Rodeo Christmas at Evergreen Ranch (Gold Valley #13)(25)



“We have an appointment.”

“It’s Gold Valley,” he said. “It’s not like people are going to be banging down the door to get married on a weekday morning in the courthouse.”

He undid her seat belt and took her hand, and the minute her skin connected with his, a rush of warmth overtook him that nearly made his brain black out. It would be the easiest thing, the easiest damn thing, to chase that feeling of warmth. To pull her up against his body and...

“Come on.”

He turned and started heading toward the field. There was a barbed-wire fence that was partly down, blocking them from getting to the rest of the field. “Hang on.” He stepped carefully over the fence, then lifted Callie up by the waist, and over it neatly.

She squeaked, and stumbled against him, looking up at him with wide eyes. There was a question in those eyes. And it wasn’t about bucking broncos. Or trust funds, or anything of the kind.

And he turned away from that question. Because whatever he could do for her, it wasn’t that.

“This seemed important,” he said, bending down and scooping up a handful of those dry scraggly weed-flowers.

She looked at him, her expression blank.

“Well, don’t get all mushy on me, Cal,” he said, handing them to her.

“What’s it for?” she asked.

“A bouquet. You ought to at least have that.”

And he realized the ridiculousness of it, standing out in a field on a freezing cold morning giving a woman a handful of weeds, on his way to a courthouse wedding. Knowing full well that he was never going to be her husband, not in any real way, and his body pounding against the walls he built up around all the things it wanted, because there was just no...

She’d dreamed of a wedding. A real wedding, and if anything was going to stop him from doing something they would both regret, that should. If her presumed innocence, her naivety, her family connections, didn’t do it, that should.

“Thank you,” she said, looking away from him.

“Come on,” he said. “Like you said, we can’t keep everyone waiting.”

“Guess not,” she said.

They got back in the truck, and she held on to the flowers, dirt coming off a root ball from the bottom of one. She brushed at it idly, and he turned his focus back to the road.

“Just think about the rodeo,” he said. “That’s the real dream, right?”

“Yeah. It’s the real dream.”

They were silent the rest of the way into town, and it was probably for the best. He pulled up to the small, brick building, and even though he knew she would protest, he opened her door and helped her out.

“Thank you,” she said, surprising him.

They walked into the courthouse, side by side, not touching, because they were just friends doing an illegal thing, and that was it. It was a surprise to him, how perfunctory a marriage could be. Because it wasn’t the vows that made it a marriage—you could write your own. It was the paperwork. And the fact that you had to say something in front of a judge and a witness. They elected to forgo traditional vows, because why?

Instead, he made promises of a different kind.

“If you ever need me, I’ll be there for you. Whatever, whenever.

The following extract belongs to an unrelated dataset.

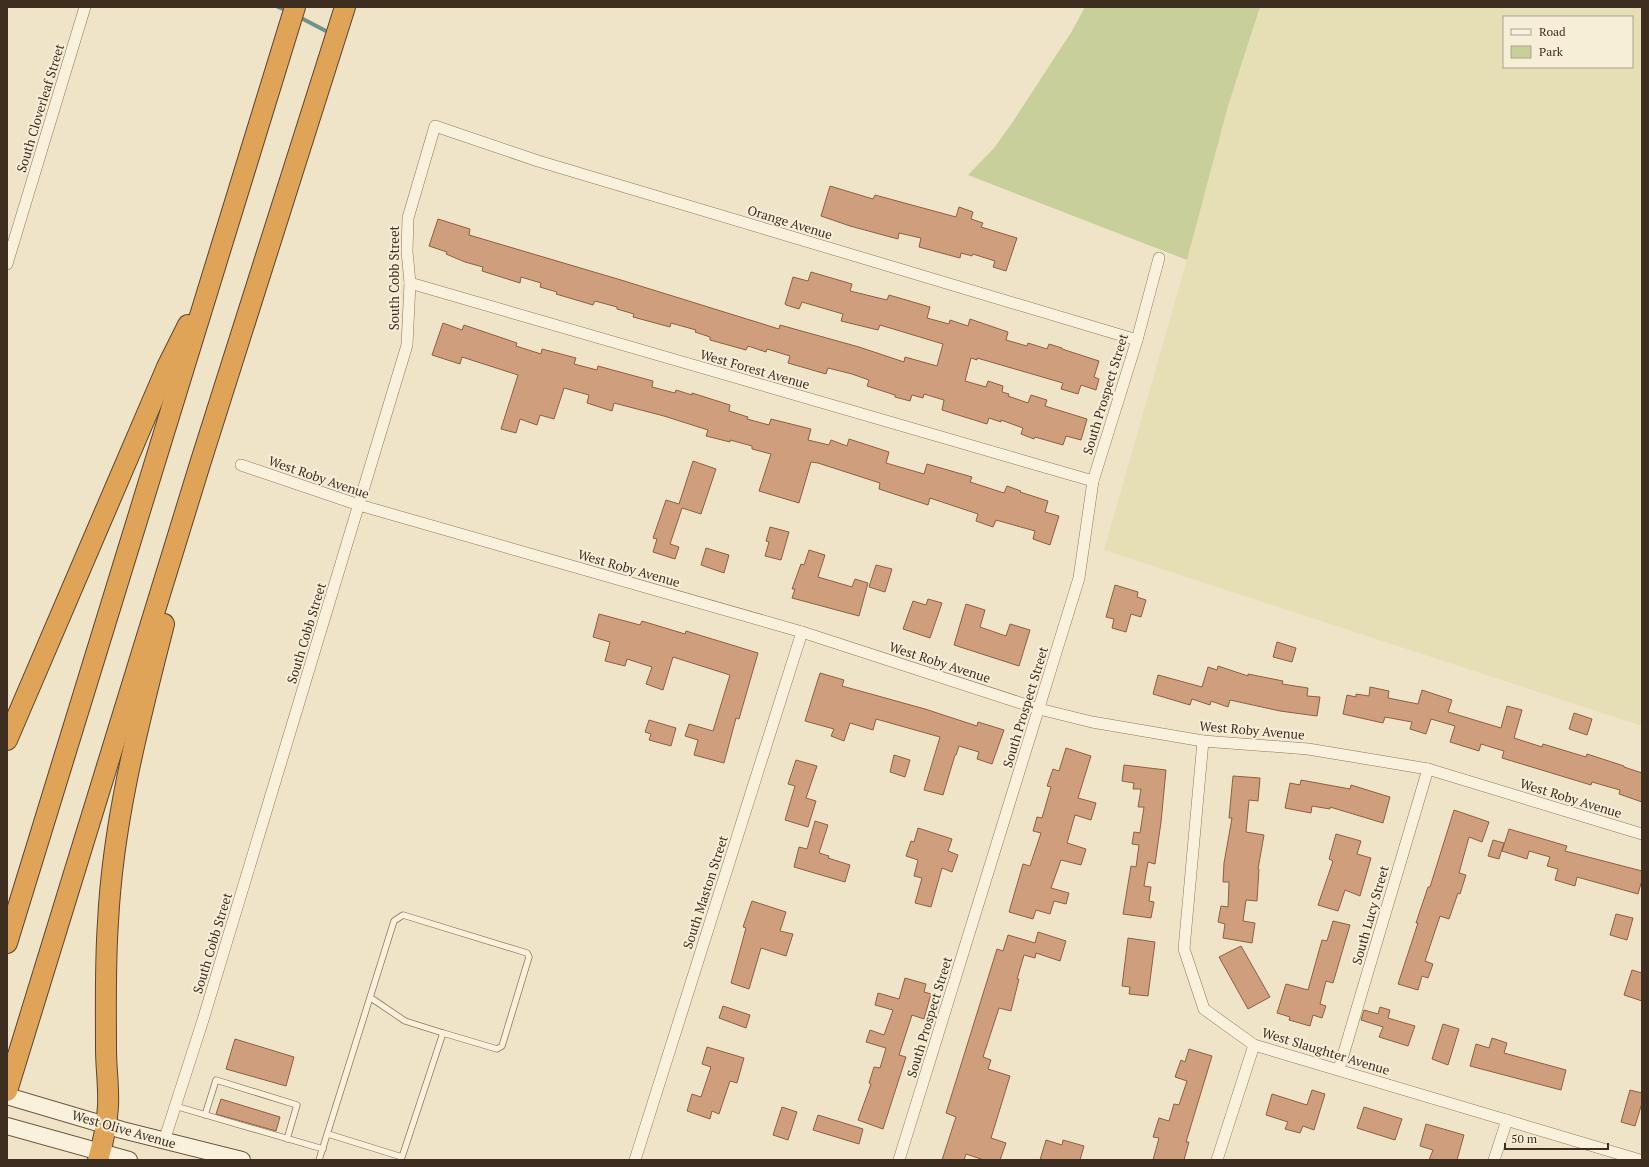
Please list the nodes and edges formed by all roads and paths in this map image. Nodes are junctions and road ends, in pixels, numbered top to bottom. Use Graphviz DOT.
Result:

I’m your go-to.”

She nodded gravely. “I’m yours. Whatever. Whenever.”

They didn’t exchange rings. Rings were an occupational hazard for people who did ranch work or rode rodeo. So there was no reason for those, either.

They opted not to kiss, and not even that was a big deal. Then it was all said and done. They were in a courthouse in Gold Valley, the two of them legally married, and on their way in twenty minutes. They walked out as husband and wife. And it didn’t matter that he’d said none of the traditional words, didn’t matter that he hadn’t kissed her. Didn’t matter that it was supposed to be temporary... There was something in him that felt deeply, utterly possessive of her in that moment.

As if you didn’t before?

“Well, what should we do?” she asked.

“Get back to work, I guess,” he said.

“Yeah. Oh.” She pulled a face. “I need to call my parents.”

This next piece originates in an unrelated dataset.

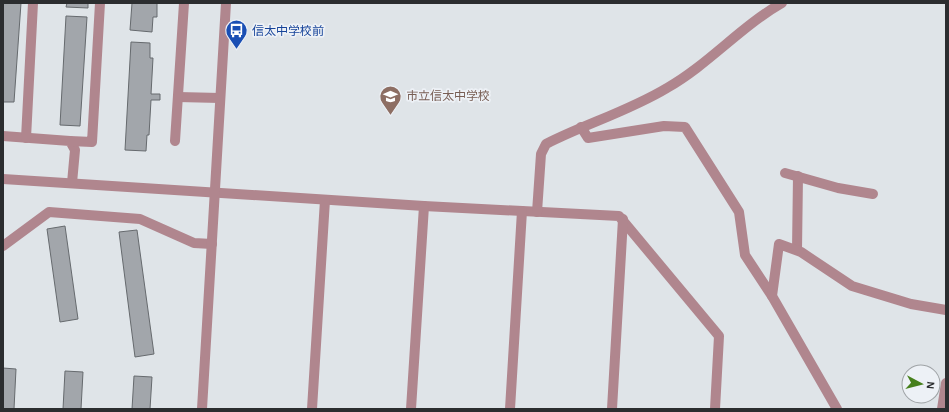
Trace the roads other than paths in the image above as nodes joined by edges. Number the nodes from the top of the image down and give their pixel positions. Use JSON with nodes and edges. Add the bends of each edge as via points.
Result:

“You don’t have to do it today.”

She was still hanging on to those flowers.

“I mean, I should,” she said. “Because we have to prepare them for the fact that Christmas we’re going to show up... Together. Married.”

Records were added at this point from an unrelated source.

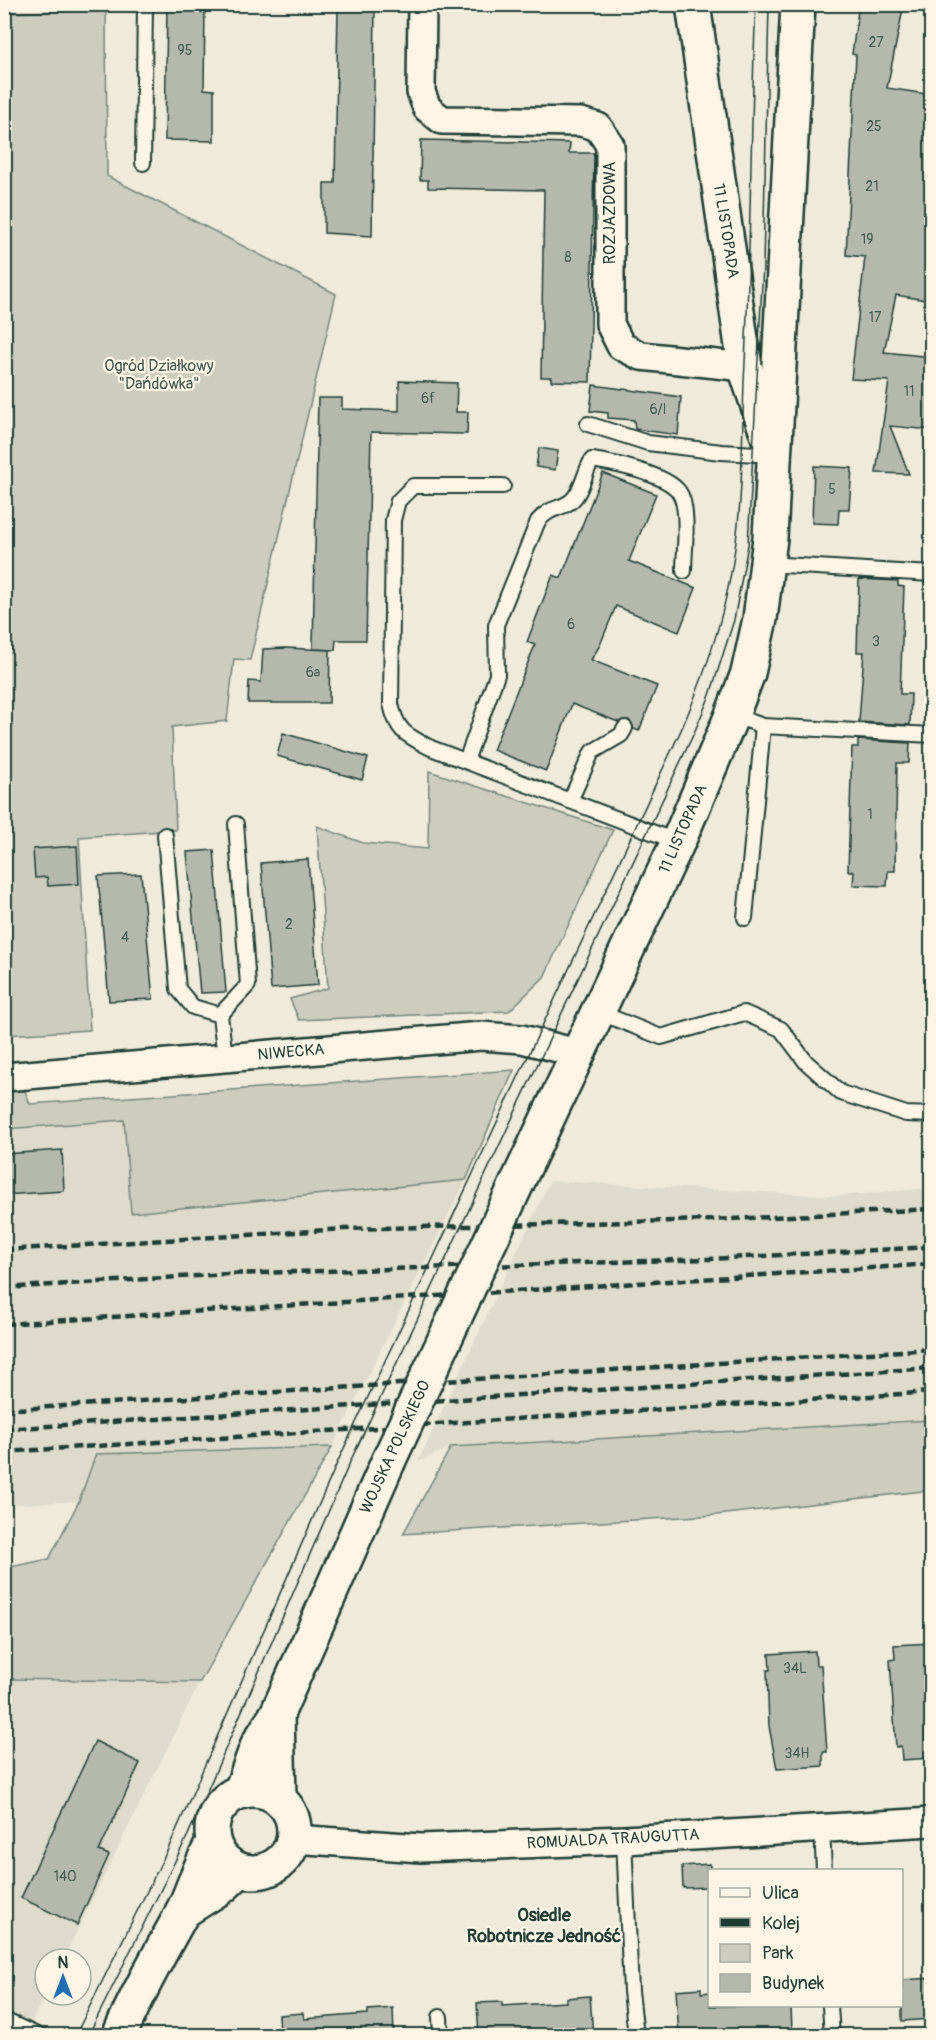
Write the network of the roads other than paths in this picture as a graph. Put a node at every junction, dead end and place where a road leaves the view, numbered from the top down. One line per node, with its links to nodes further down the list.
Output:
1 (145, 4): 5 (lane)
2 (422, 4): 6 (street, ROZJAZDOWA)
3 (693, 4): 6 (main road, 11 LISTOPADA)
4 (798, 4): 8 (main road, 11 LISTOPADA)
5 (143, 163)
6 (745, 367): 8 (main road, 11 LISTOPADA)
7 (588, 424): 8 (lane)
8 (775, 455): 10 (main road, 11 LISTOPADA)
9 (503, 486): 17 (lane)
10 (766, 564): 12 (lane); 13 (main road, 11 LISTOPADA)
11 (684, 571): 17 (lane)
12 (932, 574)
13 (732, 715): 14 (lane); 21 (main road, 11 LISTOPADA)
14 (763, 726): 16 (lane); 22 (lane)
15 (625, 728): 18 (lane)
16 (932, 735)
17 (466, 761): 18 (lane)
18 (570, 801): 21 (lane)
19 (236, 824): 24 (lane)
20 (165, 836): 24 (lane)
21 (678, 842): 23 (main road, 11 LISTOPADA)
22 (745, 918)
23 (598, 1012): 25 (main road, 11 LISTOPADA); 28 (lane)
24 (220, 1015): 26 (lane)
25 (577, 1053): 26 (street, NIWECKA); 29 (main road, 11 LISTOPADA)
26 (225, 1058): 27 (street, NIWECKA)
27 (4, 1077)
28 (932, 1115)
29 (518, 1181): 30 (main road, WOJSKA POLSKIEGO, bridge)
30 (277, 1714): 31 (main road, WOJSKA POLSKIEGO); 32 (main road, WOJSKA POLSKIEGO)
31 (241, 1791): 32 (main road); 37 (main road)
32 (279, 1799): 35 (main road)
33 (932, 1822): 34 (street, ROMUALDA TRAUGUTTA)
34 (822, 1828): 36 (street, ROMUALDA TRAUGUTTA); 38 (lane)
35 (294, 1839): 36 (street, ROMUALDA TRAUGUTTA); 39 (main road)
36 (624, 1840): 47 (lane)
37 (213, 1843): 39 (main road); 40 (main road)
38 (824, 1869)
39 (240, 1870): 40 (main road)
40 (182, 1912): 45 (main road)
41 (831, 2007): 48 (lane)
42 (440, 2017): 46 (lane)
43 (4, 2020): 44 (lane)
44 (39, 2036)
45 (119, 2036)
46 (441, 2036)
47 (636, 2036)
48 (832, 2036)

“Right. And so your story is that we fell madly in love at Thanksgiving?”

“You know, feelings brewing before then and things like that...”

“They’re going to think you’re pregnant,” he said. “You know that, right?”

She looked over at him with shocked eyes. “Surely not.”

“Honey, why do you think anyone gets married this quick? It’s not because of love, not because of lust, even. This isn’t the Dark Ages—you can have as much sex as you want without a legal commitment.”

“Maybe you’re a gentleman.”

He looked at her, fire filling his veins. “I am not.”

Her eyes widened a fraction and the color began to mount in her cheeks and she looked away quickly. That small moment, that flash of awareness, sent an answering heat barreling through him. “I mean, I know you’re not, not in general. Not to the buckle bunnies. But maybe you treated me different.”